Ricordi

"Abita i ricordi belli, indossali nelle giornate difficili."
 
Questo sarà il mio primo Natale senza la mia nonna ultranovantenne. Chi mi conosce bene sa quanto ci fossi affezionata.
Il pensiero di nonna, delle sue perle, delle unghie con lo smalto color pesca, della ricetta degli anolini trascritta a mano in un meraviglioso quadernone a quadretti, i tupperware pieni di brodo o di ragù (che poi si lamentava che non le ritornavano mai indietro)… mi apre un cassetto di ricordi dolcissimi e infiniti. 
 
Nelle giornate brutte, quelle che definiamo NO, siamo abilissime ad utilizzare mille strategie: nasconderci sotto le coperte, mangiare qualcosa di morbido che abbia una consistenza consolatoria, fare esercizi con l’illusione di scaricare le energie negative, indossare il vestito porta-fortuna, quello preferito.
 
E se invece provassimo a “vestirci” con il nostro miglior ricordo?
 
So che noi terapeuti siamo spesso associati al traffico di brutti ricordi. 
Sapete che cosa vi dico?
Mi piacerebbe venire immaginata come una che scava, sì: una speleologa.
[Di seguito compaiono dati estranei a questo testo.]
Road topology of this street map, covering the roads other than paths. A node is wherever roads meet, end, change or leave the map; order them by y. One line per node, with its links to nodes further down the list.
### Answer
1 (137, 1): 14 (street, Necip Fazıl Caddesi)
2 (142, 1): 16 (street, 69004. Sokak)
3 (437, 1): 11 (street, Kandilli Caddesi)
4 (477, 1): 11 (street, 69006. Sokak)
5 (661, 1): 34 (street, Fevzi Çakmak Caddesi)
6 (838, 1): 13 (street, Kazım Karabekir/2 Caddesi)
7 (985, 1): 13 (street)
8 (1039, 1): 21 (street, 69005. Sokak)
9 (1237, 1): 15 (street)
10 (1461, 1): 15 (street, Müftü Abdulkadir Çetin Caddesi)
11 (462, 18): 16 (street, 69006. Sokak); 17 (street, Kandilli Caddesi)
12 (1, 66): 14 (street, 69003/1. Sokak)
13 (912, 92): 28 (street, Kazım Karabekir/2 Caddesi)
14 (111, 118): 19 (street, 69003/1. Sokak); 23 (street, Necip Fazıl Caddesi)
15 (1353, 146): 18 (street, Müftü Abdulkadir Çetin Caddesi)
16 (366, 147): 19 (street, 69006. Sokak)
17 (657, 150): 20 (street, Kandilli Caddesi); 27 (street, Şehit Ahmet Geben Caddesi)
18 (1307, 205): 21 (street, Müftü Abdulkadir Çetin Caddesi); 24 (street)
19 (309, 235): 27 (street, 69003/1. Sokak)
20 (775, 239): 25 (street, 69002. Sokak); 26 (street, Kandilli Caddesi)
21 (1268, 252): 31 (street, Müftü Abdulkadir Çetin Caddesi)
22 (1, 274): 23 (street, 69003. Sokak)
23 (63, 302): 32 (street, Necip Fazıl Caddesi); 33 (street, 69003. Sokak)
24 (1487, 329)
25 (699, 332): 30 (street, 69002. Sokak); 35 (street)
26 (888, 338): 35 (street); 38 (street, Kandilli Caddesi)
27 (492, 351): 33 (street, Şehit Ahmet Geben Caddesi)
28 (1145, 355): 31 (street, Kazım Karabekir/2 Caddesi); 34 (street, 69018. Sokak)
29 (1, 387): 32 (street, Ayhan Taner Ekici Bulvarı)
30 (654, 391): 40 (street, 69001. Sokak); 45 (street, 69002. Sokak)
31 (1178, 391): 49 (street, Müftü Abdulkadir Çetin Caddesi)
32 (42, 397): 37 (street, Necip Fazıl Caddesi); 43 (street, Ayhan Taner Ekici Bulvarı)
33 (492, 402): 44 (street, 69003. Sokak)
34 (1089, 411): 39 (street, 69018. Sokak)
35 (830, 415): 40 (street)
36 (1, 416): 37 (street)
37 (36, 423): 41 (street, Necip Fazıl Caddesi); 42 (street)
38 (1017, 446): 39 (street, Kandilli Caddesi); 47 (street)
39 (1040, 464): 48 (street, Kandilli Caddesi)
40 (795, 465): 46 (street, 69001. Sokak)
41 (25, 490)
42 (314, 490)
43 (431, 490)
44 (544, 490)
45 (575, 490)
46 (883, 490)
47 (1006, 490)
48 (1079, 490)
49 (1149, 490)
Ma di felicità sepolte. Pezzi di un puzzle lontano nel tempo, da disseppellire.
 
Rispolverare le vecchie foto, aprire album (avete presenti quelli con il cellophane che si incollava sopra, pagina per pagina?), oppure anche solo scorrere la gallery del cellulare di quest’ultimo anno, ci aiuterà a mettere le cose in prospettiva: non è andato tutto solo male, non abbiamo avuto solo le giornate NO e le pale dei mulini donchisciotteschi nei denti.
 
E le giornate buone torneranno, eccome!
Perché il malessere è momentaneo, non è una condizione eterna.
 
E soprattutto perché la qualità delle nostre giornate è qualcosa di complesso. Stratificato come una millefoglie alla crema chantilly. 
Dipende (anche) dalla qualità dei nostri pensieri e dall’attitudine con cui scegliamo di vivere ogni momento. Fuori e dentro casa, con le relazioni più lontane e quelle vicine, quelle che ci siamo scelte.